### DATA FOR ANALYSIS
━━━━
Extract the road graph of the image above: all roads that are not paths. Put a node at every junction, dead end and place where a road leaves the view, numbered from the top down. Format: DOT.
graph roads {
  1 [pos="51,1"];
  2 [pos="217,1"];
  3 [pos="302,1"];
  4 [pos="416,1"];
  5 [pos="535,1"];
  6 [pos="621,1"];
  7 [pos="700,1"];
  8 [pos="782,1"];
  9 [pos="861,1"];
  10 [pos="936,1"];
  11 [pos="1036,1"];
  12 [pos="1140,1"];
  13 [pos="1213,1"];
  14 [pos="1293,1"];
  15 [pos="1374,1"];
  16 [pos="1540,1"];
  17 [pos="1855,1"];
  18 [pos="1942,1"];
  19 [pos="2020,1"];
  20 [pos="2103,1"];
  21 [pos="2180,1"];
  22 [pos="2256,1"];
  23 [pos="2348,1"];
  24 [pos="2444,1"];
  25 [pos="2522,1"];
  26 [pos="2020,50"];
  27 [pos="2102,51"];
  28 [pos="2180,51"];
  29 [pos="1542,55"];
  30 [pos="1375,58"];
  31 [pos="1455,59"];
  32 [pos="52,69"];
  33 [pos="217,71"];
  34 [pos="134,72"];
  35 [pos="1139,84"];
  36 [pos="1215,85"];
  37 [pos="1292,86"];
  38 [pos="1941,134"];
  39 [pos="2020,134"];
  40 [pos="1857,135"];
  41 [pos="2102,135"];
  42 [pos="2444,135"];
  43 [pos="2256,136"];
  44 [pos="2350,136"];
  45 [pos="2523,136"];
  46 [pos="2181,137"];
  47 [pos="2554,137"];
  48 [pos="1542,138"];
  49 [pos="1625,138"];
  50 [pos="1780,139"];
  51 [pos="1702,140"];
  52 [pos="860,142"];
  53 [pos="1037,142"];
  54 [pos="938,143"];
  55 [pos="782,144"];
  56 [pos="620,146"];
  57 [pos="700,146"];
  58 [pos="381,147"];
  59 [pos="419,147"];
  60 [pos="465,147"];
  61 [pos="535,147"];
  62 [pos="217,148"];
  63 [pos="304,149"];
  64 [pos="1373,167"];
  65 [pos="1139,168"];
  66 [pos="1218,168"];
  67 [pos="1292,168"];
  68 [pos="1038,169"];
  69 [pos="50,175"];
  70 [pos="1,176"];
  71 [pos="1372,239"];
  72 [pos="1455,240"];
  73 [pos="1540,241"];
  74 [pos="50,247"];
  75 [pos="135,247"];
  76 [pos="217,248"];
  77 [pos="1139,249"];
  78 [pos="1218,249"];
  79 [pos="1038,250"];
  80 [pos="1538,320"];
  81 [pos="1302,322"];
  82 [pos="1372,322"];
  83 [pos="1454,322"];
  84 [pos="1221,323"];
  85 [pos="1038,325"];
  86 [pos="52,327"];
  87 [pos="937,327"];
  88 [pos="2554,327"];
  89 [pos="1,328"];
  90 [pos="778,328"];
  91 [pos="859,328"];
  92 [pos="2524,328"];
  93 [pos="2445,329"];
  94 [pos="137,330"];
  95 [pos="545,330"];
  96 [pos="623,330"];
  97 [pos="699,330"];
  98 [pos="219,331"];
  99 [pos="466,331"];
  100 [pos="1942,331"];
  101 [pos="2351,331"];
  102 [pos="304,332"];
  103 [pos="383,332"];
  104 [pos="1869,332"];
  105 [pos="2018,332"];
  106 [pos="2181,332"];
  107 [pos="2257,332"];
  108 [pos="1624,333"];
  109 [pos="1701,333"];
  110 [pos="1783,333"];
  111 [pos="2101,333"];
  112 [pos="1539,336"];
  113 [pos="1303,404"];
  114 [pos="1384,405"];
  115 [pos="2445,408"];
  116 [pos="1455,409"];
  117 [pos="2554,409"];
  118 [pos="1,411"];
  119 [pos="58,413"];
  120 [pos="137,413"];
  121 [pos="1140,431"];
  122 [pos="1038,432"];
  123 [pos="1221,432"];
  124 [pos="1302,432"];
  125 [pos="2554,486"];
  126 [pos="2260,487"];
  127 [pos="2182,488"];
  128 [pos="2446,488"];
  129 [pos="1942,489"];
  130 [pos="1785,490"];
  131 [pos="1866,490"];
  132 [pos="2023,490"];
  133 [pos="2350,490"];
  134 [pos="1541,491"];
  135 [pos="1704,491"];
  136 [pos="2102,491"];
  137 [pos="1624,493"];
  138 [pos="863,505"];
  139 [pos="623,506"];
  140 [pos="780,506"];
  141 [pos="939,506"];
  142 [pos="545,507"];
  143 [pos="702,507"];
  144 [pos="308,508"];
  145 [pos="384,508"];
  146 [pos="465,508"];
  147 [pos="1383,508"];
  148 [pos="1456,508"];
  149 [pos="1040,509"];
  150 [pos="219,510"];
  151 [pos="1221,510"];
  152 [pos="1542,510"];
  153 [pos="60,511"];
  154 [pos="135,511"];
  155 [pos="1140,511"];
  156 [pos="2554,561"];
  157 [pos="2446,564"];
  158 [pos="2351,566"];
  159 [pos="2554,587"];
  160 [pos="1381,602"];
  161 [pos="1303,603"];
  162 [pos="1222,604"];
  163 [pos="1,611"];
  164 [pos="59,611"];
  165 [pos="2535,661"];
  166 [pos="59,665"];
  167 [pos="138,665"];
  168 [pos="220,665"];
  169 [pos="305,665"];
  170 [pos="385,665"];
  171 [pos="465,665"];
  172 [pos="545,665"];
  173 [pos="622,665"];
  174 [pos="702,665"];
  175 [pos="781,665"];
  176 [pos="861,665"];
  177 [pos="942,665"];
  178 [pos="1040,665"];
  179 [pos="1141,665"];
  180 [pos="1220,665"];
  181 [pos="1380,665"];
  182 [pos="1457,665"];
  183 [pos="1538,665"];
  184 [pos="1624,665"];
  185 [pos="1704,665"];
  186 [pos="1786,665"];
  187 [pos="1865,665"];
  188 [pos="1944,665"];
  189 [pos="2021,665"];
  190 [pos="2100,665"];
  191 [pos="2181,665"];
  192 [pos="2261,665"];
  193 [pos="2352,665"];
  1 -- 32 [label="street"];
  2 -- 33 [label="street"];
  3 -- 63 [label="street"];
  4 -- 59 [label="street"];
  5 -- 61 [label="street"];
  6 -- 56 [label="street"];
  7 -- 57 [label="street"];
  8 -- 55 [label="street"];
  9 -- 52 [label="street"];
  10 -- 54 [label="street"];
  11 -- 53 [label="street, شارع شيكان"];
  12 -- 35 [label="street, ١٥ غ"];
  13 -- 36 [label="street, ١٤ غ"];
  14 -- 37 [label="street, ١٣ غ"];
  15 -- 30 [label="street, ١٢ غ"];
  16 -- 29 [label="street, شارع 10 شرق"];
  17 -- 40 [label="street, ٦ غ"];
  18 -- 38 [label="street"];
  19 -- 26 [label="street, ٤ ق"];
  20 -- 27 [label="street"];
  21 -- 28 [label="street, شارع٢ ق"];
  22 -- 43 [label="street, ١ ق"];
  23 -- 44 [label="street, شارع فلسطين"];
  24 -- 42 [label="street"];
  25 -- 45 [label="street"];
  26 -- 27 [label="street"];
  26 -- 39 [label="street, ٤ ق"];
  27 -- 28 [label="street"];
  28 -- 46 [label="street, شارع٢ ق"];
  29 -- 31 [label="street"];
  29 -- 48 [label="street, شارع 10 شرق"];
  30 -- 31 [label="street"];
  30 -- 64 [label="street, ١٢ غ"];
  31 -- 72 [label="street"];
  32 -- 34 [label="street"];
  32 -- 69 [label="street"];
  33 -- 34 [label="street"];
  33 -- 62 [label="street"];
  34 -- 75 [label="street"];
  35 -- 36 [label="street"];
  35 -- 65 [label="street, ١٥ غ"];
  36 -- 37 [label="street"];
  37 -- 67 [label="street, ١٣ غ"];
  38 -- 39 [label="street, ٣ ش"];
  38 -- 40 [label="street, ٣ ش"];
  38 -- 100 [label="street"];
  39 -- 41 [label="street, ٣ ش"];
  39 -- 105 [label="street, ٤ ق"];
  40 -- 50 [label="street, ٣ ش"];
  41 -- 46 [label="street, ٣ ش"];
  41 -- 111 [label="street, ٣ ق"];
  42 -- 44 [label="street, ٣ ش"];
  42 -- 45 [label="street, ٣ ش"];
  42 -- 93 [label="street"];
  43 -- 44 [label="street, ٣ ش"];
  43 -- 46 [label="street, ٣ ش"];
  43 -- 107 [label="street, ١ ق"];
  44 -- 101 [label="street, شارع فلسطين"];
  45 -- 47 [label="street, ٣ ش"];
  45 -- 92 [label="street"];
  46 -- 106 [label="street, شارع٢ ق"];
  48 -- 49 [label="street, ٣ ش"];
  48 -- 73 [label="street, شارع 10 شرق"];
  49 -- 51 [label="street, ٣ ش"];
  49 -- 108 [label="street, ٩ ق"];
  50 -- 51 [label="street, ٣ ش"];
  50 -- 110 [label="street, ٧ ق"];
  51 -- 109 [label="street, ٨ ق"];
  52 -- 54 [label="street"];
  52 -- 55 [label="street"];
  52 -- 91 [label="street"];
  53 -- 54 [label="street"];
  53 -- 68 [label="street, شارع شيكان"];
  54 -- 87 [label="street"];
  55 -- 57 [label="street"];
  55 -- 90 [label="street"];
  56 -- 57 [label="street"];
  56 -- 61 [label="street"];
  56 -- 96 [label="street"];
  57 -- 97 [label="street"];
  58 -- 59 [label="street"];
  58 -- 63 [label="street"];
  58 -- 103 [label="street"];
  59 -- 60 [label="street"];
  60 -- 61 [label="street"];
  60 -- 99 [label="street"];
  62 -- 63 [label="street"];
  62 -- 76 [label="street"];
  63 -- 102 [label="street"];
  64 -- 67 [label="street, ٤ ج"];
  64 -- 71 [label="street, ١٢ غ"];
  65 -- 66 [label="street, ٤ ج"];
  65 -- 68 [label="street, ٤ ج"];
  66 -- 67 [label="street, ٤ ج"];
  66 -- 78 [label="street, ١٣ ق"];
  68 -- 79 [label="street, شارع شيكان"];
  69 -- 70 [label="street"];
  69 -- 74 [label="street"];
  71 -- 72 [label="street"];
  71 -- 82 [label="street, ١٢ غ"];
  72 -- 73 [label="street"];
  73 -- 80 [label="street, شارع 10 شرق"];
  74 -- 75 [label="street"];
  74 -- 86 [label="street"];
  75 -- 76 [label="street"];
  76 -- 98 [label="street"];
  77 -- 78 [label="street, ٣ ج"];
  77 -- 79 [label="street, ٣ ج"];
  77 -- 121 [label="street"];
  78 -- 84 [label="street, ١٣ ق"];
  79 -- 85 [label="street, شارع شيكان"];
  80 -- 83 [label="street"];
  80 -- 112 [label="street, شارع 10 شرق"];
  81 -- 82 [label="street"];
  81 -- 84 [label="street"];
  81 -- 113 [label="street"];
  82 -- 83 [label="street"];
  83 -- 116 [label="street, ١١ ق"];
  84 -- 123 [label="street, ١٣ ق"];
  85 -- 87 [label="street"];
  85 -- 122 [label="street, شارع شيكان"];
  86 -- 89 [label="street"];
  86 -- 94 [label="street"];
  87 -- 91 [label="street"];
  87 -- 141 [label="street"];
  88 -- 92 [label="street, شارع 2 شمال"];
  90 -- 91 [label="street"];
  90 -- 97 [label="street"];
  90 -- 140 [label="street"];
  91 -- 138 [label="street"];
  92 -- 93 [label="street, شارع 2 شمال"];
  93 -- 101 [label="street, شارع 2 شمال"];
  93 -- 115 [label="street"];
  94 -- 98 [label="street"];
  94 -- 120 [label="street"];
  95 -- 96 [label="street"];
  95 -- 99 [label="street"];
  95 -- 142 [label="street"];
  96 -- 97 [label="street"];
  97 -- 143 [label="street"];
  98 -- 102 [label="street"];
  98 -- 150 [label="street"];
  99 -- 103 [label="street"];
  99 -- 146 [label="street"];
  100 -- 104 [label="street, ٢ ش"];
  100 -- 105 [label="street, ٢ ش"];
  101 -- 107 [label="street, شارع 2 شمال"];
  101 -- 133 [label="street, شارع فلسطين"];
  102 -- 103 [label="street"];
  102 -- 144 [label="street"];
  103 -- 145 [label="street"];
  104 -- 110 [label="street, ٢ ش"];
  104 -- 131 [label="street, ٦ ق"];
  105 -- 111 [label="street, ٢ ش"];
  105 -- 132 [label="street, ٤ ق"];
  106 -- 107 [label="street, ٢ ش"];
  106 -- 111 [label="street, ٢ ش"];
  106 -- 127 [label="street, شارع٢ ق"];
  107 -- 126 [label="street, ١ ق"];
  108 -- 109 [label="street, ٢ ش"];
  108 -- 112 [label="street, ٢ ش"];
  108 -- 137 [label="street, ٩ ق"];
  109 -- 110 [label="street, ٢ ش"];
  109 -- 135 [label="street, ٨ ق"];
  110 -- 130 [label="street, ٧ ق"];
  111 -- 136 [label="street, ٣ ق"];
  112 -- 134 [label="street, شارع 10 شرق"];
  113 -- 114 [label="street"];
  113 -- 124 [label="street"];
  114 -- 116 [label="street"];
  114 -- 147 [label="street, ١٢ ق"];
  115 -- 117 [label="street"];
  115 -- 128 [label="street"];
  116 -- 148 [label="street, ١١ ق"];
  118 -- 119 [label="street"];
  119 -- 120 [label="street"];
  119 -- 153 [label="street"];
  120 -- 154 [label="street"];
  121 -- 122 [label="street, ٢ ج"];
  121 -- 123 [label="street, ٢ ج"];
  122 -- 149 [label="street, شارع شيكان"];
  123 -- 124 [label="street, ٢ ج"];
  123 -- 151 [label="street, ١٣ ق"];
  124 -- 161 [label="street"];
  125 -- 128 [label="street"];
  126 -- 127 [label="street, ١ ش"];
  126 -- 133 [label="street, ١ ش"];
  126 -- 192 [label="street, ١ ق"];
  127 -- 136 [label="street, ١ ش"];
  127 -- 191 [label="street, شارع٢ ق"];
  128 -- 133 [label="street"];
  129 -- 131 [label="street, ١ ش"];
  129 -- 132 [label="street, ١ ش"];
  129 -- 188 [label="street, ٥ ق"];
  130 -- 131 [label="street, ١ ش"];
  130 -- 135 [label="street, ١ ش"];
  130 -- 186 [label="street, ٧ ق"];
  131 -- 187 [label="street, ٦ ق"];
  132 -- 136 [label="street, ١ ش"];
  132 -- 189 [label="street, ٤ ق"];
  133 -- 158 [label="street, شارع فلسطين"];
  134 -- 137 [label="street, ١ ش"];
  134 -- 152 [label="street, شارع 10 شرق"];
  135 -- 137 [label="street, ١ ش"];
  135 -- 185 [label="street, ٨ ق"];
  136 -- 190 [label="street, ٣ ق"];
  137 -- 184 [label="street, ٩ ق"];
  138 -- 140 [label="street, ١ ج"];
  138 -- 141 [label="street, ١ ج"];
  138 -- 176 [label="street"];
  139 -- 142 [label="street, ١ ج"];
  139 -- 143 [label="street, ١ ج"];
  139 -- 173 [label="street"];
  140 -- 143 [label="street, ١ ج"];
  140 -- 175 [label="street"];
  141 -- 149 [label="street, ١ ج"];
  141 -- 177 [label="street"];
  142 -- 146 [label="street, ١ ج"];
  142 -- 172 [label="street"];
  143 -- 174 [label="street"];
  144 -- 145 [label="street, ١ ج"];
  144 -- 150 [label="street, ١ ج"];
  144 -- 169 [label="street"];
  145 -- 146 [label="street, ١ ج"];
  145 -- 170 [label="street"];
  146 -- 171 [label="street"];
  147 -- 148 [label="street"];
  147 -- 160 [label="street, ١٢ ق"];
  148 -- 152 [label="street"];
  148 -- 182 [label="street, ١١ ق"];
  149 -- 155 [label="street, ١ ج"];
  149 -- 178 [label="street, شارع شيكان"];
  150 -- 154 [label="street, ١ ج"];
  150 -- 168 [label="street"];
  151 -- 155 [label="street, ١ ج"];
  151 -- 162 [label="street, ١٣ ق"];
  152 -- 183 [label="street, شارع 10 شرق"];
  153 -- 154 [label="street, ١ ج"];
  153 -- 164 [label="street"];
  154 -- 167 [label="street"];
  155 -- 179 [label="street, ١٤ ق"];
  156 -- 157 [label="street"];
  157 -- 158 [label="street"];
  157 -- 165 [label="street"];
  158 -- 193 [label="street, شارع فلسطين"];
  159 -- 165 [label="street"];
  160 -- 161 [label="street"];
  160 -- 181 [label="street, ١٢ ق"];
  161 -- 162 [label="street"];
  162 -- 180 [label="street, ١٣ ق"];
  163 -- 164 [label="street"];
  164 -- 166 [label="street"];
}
━━━━
Gather up every line in the data above that contains the word "شيكان", copying each one.

  11 -- 53 [label="street, شارع شيكان"];
  53 -- 68 [label="street, شارع شيكان"];
  68 -- 79 [label="street, شارع شيكان"];
  79 -- 85 [label="street, شارع شيكان"];
  85 -- 122 [label="street, شارع شيكان"];
  122 -- 149 [label="street, شارع شيكان"];
  149 -- 178 [label="street, شارع شيكان"];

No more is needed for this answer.